Dans ces conditions, l’importance du trouble dans la jouissance des lieux jusqu’à la mise en oeuvre des mesures de traitement de l’ensemble de l’immeuble justifie d’indemniser Mme [P] au titre du préjudice moral subi à hauteur de 3000 euros. L’Amsom Habitat sera condamné à lui verser cette somme et le surplus de la demande sera rejeté.
Le jugement sera donc infirmé en ce qu’il l’a déboutée de sa demande d’indemnisation de son préjudice moral et confirmé s’agissant du débouté de sa demande d’indemnisation de son préjudice matériel.

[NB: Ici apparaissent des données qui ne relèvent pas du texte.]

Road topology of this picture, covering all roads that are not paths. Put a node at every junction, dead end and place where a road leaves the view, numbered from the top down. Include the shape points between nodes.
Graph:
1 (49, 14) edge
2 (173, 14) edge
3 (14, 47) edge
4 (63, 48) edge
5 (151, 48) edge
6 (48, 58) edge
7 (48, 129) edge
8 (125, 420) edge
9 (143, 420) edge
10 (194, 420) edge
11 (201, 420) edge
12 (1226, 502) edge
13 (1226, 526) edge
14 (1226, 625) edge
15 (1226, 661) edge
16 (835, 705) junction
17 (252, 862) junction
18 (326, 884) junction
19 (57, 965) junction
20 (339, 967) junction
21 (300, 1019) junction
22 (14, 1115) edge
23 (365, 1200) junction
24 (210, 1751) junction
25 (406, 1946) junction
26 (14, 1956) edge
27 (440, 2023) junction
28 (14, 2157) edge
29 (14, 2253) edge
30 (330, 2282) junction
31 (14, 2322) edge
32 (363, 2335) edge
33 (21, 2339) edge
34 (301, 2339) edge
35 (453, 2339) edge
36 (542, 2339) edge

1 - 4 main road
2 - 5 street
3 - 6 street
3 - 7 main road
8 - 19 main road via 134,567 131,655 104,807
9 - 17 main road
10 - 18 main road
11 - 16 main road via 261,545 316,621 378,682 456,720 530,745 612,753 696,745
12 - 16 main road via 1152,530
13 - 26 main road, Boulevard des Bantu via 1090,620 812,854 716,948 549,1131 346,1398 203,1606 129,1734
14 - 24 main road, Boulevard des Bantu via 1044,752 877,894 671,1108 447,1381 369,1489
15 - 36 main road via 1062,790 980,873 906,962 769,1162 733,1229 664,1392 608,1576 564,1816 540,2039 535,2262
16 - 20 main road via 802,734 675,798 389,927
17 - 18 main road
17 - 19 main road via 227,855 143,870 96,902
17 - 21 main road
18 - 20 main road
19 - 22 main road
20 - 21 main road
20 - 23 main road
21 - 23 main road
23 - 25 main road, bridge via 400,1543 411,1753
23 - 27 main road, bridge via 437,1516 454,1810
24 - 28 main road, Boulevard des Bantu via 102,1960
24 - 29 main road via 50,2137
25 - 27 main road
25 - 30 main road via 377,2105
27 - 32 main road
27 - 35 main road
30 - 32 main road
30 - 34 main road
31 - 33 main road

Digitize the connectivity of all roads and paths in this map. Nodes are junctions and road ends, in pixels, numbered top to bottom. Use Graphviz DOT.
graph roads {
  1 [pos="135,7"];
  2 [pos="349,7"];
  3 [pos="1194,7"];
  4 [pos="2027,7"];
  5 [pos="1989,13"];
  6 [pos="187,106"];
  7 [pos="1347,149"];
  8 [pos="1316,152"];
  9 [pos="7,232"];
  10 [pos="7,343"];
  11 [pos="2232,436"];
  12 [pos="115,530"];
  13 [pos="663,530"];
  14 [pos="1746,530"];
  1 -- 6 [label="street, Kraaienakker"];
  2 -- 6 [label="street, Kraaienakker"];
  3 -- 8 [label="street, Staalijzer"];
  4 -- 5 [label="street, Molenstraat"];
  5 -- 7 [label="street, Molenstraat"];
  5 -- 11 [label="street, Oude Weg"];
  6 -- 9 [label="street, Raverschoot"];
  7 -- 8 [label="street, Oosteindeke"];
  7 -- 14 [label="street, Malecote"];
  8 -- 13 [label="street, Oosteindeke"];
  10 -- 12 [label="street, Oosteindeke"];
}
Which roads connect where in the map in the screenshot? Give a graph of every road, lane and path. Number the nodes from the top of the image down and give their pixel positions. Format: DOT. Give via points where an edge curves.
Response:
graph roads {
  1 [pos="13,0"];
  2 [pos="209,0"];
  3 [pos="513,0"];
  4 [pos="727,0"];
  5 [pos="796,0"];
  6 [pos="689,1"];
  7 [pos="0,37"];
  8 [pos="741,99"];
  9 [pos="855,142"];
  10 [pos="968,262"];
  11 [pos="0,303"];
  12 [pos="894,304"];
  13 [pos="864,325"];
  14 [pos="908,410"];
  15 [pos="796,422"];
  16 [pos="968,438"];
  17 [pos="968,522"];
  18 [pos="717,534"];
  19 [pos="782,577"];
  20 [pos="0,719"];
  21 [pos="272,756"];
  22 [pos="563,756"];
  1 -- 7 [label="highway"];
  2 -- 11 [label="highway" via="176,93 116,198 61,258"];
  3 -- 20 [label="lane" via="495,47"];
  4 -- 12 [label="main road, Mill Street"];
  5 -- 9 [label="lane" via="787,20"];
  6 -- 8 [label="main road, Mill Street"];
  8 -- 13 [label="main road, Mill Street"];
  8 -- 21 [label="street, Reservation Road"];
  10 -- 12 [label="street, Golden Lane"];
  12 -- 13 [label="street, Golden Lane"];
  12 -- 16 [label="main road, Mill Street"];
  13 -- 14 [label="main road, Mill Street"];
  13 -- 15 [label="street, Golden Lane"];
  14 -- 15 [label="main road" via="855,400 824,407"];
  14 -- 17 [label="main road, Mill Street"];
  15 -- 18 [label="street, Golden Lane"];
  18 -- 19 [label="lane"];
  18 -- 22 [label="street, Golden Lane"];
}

Les dispositions de première instance portant sur les dépens et les frais irrépétibles seront infirmées et l’Amsom Habitat sera condamné aux dépens de première instance et d’appel qui seront recouvrés comme en matière d’aide juridictionnelle.
Il résulte de l’article 32 de la loi du 10 juillet 1991 que la contribution due au titre de l’aide juridictionnelle totale à l’auxiliaire de justice est exclusive de toute autre rémunération, sous réserve des dispositions de l’article 36. Mme [P] étant bénéficiaire de l’aide juridictionnelle totale et son conseil n’ayant pas fait état de sa volonté d’y renoncer, la demande formée par l’intéressée au titre des frais irrépétibles sera rejetée.
PAR CES MOTIFS
La cour, statuant par arrêt contradictoire et en dernier ressort, mis à disposition au greffe,
Confirme le jugement entrepris sauf en ce qu’il a débouté Mme [J] [P] de sa demande de dommages-intérêts au titre d’un préjudice moral, l’a condamnée aux dépens et l’a condamnée à verser une indemnité de 400 euros à l’Amsom Habitat au titre des frais irrépétibles ;
Statuant à nouveau des chefs infirmés,
Condamne l’Amsom Habitat à verser à Mme [J] [P] la somme de 3000 euros à titre d’indemnisation de son préjudice moral ;
Condamne l’Amsom Habitat aux dépens de première instance et d’appel qui seront recouvrés comme en matière d’aide juridictionnelle ;
Déboute Mme [J] [P] de sa demande au titre des frais irrépétibles.